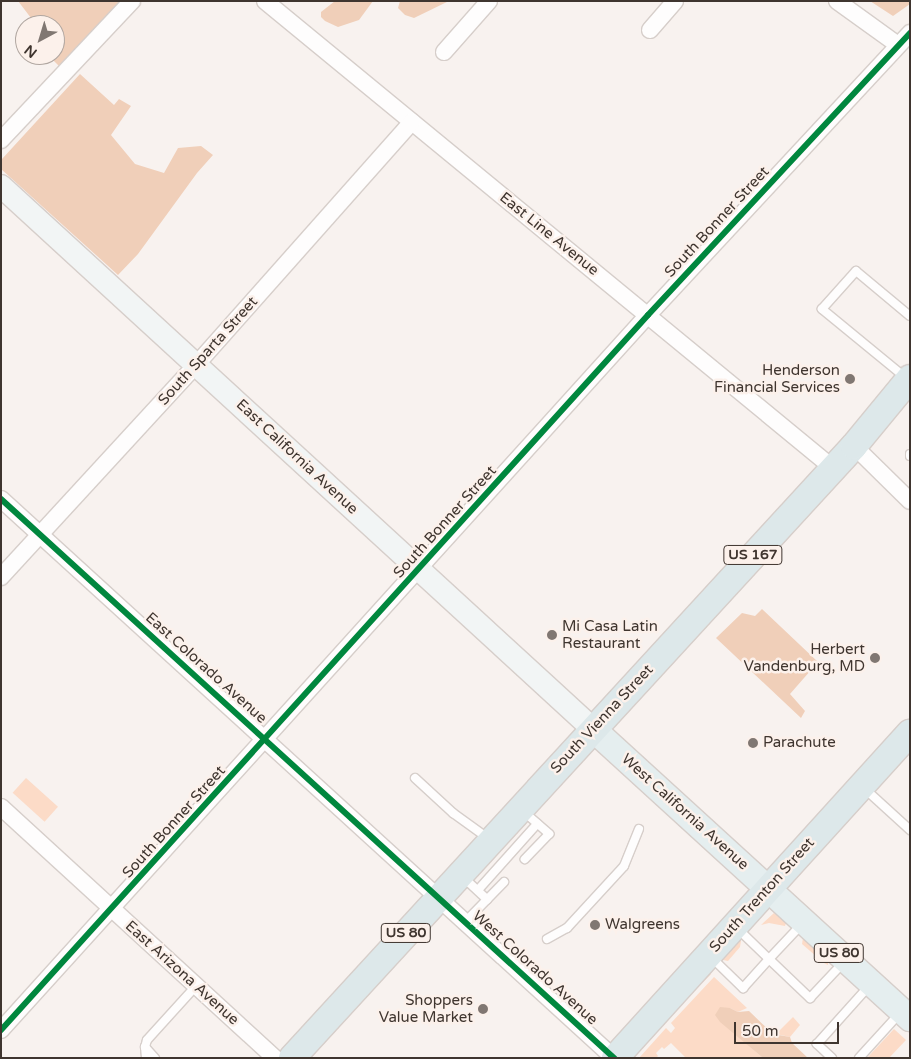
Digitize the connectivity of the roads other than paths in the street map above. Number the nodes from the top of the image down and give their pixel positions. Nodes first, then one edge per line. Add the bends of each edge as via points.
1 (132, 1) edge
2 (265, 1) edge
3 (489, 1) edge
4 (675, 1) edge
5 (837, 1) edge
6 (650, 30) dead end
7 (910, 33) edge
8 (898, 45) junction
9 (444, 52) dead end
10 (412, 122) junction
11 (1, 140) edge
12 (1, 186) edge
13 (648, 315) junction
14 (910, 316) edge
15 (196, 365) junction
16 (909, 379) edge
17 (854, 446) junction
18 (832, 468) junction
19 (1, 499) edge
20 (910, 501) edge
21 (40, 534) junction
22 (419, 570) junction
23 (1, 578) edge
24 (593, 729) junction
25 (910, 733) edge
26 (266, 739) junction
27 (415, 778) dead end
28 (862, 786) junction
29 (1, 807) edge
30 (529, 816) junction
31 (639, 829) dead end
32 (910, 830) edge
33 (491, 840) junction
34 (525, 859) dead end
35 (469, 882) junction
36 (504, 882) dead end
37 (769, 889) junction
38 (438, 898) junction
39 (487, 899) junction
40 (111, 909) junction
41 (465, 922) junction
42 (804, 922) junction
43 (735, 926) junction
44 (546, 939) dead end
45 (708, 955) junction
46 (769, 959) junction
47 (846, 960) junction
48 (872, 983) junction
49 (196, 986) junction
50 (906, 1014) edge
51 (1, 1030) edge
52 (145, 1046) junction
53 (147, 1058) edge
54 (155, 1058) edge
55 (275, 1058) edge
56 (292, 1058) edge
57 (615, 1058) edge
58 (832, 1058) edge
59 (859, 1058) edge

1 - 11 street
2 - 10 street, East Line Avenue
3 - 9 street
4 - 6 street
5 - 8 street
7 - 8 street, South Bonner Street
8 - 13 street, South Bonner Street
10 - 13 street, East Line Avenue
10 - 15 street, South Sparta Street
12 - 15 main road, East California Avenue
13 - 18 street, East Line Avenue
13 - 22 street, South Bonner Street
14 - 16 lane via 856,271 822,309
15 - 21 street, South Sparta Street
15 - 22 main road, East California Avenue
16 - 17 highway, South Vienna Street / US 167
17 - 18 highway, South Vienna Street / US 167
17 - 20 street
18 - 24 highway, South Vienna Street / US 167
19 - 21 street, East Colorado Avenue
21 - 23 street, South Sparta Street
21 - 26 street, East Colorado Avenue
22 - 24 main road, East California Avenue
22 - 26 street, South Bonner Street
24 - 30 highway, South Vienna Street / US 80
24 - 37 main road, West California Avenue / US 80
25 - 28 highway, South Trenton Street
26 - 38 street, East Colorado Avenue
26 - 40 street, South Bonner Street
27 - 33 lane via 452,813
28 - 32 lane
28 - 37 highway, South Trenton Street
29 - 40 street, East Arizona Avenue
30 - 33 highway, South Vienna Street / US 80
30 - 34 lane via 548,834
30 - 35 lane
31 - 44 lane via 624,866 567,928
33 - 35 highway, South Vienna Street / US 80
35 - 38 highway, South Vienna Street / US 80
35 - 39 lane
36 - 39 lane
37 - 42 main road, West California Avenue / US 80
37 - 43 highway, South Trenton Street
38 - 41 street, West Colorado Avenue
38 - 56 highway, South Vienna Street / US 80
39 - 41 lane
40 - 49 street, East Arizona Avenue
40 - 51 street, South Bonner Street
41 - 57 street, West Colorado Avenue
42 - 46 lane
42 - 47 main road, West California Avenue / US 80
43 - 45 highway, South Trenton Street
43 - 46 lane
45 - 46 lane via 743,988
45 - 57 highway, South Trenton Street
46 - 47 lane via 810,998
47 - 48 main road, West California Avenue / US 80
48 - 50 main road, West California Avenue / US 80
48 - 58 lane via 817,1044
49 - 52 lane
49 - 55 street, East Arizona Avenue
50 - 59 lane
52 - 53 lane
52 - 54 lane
· · ·
- ASSIGNMENT: Give the records above again in full and exactly, but exclude every picture.

- EXERCISE ANSWER:
Digitize the connectivity of the roads other than paths in the street map above. Number the nodes from the top of the image down and give their pixel positions. Nodes first, then one edge per line. Add the bends of each edge as via points.
1 (132, 1) edge
2 (265, 1) edge
3 (489, 1) edge
4 (675, 1) edge
5 (837, 1) edge
6 (650, 30) dead end
7 (910, 33) edge
8 (898, 45) junction
9 (444, 52) dead end
10 (412, 122) junction
11 (1, 140) edge
12 (1, 186) edge
13 (648, 315) junction
14 (910, 316) edge
15 (196, 365) junction
16 (909, 379) edge
17 (854, 446) junction
18 (832, 468) junction
19 (1, 499) edge
20 (910, 501) edge
21 (40, 534) junction
22 (419, 570) junction
23 (1, 578) edge
24 (593, 729) junction
25 (910, 733) edge
26 (266, 739) junction
27 (415, 778) dead end
28 (862, 786) junction
29 (1, 807) edge
30 (529, 816) junction
31 (639, 829) dead end
32 (910, 830) edge
33 (491, 840) junction
34 (525, 859) dead end
35 (469, 882) junction
36 (504, 882) dead end
37 (769, 889) junction
38 (438, 898) junction
39 (487, 899) junction
40 (111, 909) junction
41 (465, 922) junction
42 (804, 922) junction
43 (735, 926) junction
44 (546, 939) dead end
45 (708, 955) junction
46 (769, 959) junction
47 (846, 960) junction
48 (872, 983) junction
49 (196, 986) junction
50 (906, 1014) edge
51 (1, 1030) edge
52 (145, 1046) junction
53 (147, 1058) edge
54 (155, 1058) edge
55 (275, 1058) edge
56 (292, 1058) edge
57 (615, 1058) edge
58 (832, 1058) edge
59 (859, 1058) edge

1 - 11 street
2 - 10 street, East Line Avenue
3 - 9 street
4 - 6 street
5 - 8 street
7 - 8 street, South Bonner Street
8 - 13 street, South Bonner Street
10 - 13 street, East Line Avenue
10 - 15 street, South Sparta Street
12 - 15 main road, East California Avenue
13 - 18 street, East Line Avenue
13 - 22 street, South Bonner Street
14 - 16 lane via 856,271 822,309
15 - 21 street, South Sparta Street
15 - 22 main road, East California Avenue
16 - 17 highway, South Vienna Street / US 167
17 - 18 highway, South Vienna Street / US 167
17 - 20 street
18 - 24 highway, South Vienna Street / US 167
19 - 21 street, East Colorado Avenue
21 - 23 street, South Sparta Street
21 - 26 street, East Colorado Avenue
22 - 24 main road, East California Avenue
22 - 26 street, South Bonner Street
24 - 30 highway, South Vienna Street / US 80
24 - 37 main road, West California Avenue / US 80
25 - 28 highway, South Trenton Street
26 - 38 street, East Colorado Avenue
26 - 40 street, South Bonner Street
27 - 33 lane via 452,813
28 - 32 lane
28 - 37 highway, South Trenton Street
29 - 40 street, East Arizona Avenue
30 - 33 highway, South Vienna Street / US 80
30 - 34 lane via 548,834
30 - 35 lane
31 - 44 lane via 624,866 567,928
33 - 35 highway, South Vienna Street / US 80
35 - 38 highway, South Vienna Street / US 80
35 - 39 lane
36 - 39 lane
37 - 42 main road, West California Avenue / US 80
37 - 43 highway, South Trenton Street
38 - 41 street, West Colorado Avenue
38 - 56 highway, South Vienna Street / US 80
39 - 41 lane
40 - 49 street, East Arizona Avenue
40 - 51 street, South Bonner Street
41 - 57 street, West Colorado Avenue
42 - 46 lane
42 - 47 main road, West California Avenue / US 80
43 - 45 highway, South Trenton Street
43 - 46 lane
45 - 46 lane via 743,988
45 - 57 highway, South Trenton Street
46 - 47 lane via 810,998
47 - 48 main road, West California Avenue / US 80
48 - 50 main road, West California Avenue / US 80
48 - 58 lane via 817,1044
49 - 52 lane
49 - 55 street, East Arizona Avenue
50 - 59 lane
52 - 53 lane
52 - 54 lane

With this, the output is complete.